◆ The problem: From the first line to the last, return the data exactly as written.

Segment Start: Data to examine

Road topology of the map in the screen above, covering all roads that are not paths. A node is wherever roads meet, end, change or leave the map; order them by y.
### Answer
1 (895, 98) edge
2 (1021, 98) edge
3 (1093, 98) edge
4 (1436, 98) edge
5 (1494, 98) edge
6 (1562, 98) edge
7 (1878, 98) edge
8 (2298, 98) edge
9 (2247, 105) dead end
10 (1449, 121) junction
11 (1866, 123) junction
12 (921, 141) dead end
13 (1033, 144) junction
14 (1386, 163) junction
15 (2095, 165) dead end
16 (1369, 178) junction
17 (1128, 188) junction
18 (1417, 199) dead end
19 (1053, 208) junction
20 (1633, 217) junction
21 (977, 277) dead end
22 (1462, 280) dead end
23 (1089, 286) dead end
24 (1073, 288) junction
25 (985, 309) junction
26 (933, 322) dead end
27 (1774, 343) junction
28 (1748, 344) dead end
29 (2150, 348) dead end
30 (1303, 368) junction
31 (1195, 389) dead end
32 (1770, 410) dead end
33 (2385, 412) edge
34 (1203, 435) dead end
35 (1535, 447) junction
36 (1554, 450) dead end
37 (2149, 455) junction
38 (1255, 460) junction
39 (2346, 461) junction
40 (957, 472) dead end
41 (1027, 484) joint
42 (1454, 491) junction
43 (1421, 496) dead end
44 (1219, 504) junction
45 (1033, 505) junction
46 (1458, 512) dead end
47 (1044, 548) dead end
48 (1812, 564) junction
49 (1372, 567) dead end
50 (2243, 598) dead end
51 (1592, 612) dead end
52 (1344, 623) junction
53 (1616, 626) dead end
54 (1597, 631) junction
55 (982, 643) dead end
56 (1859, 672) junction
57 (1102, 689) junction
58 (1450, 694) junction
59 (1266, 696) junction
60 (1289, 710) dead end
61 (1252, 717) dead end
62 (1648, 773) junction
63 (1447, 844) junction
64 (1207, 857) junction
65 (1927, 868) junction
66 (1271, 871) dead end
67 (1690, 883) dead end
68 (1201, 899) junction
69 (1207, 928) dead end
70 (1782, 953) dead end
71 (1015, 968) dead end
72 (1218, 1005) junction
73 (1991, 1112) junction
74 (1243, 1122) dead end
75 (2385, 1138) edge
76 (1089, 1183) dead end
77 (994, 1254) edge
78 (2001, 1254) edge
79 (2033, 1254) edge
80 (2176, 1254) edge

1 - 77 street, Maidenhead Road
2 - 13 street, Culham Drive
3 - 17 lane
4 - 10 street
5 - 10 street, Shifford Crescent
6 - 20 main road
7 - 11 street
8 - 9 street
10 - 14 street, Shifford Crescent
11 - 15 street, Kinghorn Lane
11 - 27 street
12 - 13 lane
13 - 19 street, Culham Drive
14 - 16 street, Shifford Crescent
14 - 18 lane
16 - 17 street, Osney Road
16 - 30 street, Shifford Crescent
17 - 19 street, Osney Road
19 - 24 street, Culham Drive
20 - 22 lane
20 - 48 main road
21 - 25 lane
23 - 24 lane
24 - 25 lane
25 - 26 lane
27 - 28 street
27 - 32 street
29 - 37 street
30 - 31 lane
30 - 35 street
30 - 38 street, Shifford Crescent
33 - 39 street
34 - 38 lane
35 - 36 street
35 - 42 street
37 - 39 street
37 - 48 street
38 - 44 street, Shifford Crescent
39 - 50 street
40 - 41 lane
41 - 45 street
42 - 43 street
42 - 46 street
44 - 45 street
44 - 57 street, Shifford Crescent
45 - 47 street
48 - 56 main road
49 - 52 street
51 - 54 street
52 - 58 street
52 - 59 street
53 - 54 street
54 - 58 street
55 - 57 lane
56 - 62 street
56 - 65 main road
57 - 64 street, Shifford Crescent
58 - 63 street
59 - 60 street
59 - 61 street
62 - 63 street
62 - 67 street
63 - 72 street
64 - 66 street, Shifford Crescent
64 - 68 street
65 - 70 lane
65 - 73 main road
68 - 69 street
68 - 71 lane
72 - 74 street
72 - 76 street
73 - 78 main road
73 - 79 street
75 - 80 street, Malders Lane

Segment End: Data to examine

◆ Solved exercise:
Road topology of the map in the screen above, covering all roads that are not paths. A node is wherever roads meet, end, change or leave the map; order them by y.
### Answer
1 (895, 98) edge
2 (1021, 98) edge
3 (1093, 98) edge
4 (1436, 98) edge
5 (1494, 98) edge
6 (1562, 98) edge
7 (1878, 98) edge
8 (2298, 98) edge
9 (2247, 105) dead end
10 (1449, 121) junction
11 (1866, 123) junction
12 (921, 141) dead end
13 (1033, 144) junction
14 (1386, 163) junction
15 (2095, 165) dead end
16 (1369, 178) junction
17 (1128, 188) junction
18 (1417, 199) dead end
19 (1053, 208) junction
20 (1633, 217) junction
21 (977, 277) dead end
22 (1462, 280) dead end
23 (1089, 286) dead end
24 (1073, 288) junction
25 (985, 309) junction
26 (933, 322) dead end
27 (1774, 343) junction
28 (1748, 344) dead end
29 (2150, 348) dead end
30 (1303, 368) junction
31 (1195, 389) dead end
32 (1770, 410) dead end
33 (2385, 412) edge
34 (1203, 435) dead end
35 (1535, 447) junction
36 (1554, 450) dead end
37 (2149, 455) junction
38 (1255, 460) junction
39 (2346, 461) junction
40 (957, 472) dead end
41 (1027, 484) joint
42 (1454, 491) junction
43 (1421, 496) dead end
44 (1219, 504) junction
45 (1033, 505) junction
46 (1458, 512) dead end
47 (1044, 548) dead end
48 (1812, 564) junction
49 (1372, 567) dead end
50 (2243, 598) dead end
51 (1592, 612) dead end
52 (1344, 623) junction
53 (1616, 626) dead end
54 (1597, 631) junction
55 (982, 643) dead end
56 (1859, 672) junction
57 (1102, 689) junction
58 (1450, 694) junction
59 (1266, 696) junction
60 (1289, 710) dead end
61 (1252, 717) dead end
62 (1648, 773) junction
63 (1447, 844) junction
64 (1207, 857) junction
65 (1927, 868) junction
66 (1271, 871) dead end
67 (1690, 883) dead end
68 (1201, 899) junction
69 (1207, 928) dead end
70 (1782, 953) dead end
71 (1015, 968) dead end
72 (1218, 1005) junction
73 (1991, 1112) junction
74 (1243, 1122) dead end
75 (2385, 1138) edge
76 (1089, 1183) dead end
77 (994, 1254) edge
78 (2001, 1254) edge
79 (2033, 1254) edge
80 (2176, 1254) edge

1 - 77 street, Maidenhead Road
2 - 13 street, Culham Drive
3 - 17 lane
4 - 10 street
5 - 10 street, Shifford Crescent
6 - 20 main road
7 - 11 street
8 - 9 street
10 - 14 street, Shifford Crescent
11 - 15 street, Kinghorn Lane
11 - 27 street
12 - 13 lane
13 - 19 street, Culham Drive
14 - 16 street, Shifford Crescent
14 - 18 lane
16 - 17 street, Osney Road
16 - 30 street, Shifford Crescent
17 - 19 street, Osney Road
19 - 24 street, Culham Drive
20 - 22 lane
20 - 48 main road
21 - 25 lane
23 - 24 lane
24 - 25 lane
25 - 26 lane
27 - 28 street
27 - 32 street
29 - 37 street
30 - 31 lane
30 - 35 street
30 - 38 street, Shifford Crescent
33 - 39 street
34 - 38 lane
35 - 36 street
35 - 42 street
37 - 39 street
37 - 48 street
38 - 44 street, Shifford Crescent
39 - 50 street
40 - 41 lane
41 - 45 street
42 - 43 street
42 - 46 street
44 - 45 street
44 - 57 street, Shifford Crescent
45 - 47 street
48 - 56 main road
49 - 52 street
51 - 54 street
52 - 58 street
52 - 59 street
53 - 54 street
54 - 58 street
55 - 57 lane
56 - 62 street
56 - 65 main road
57 - 64 street, Shifford Crescent
58 - 63 street
59 - 60 street
59 - 61 street
62 - 63 street
62 - 67 street
63 - 72 street
64 - 66 street, Shifford Crescent
64 - 68 street
65 - 70 lane
65 - 73 main road
68 - 69 street
68 - 71 lane
72 - 74 street
72 - 76 street
73 - 78 main road
73 - 79 street
75 - 80 street, Malders Lane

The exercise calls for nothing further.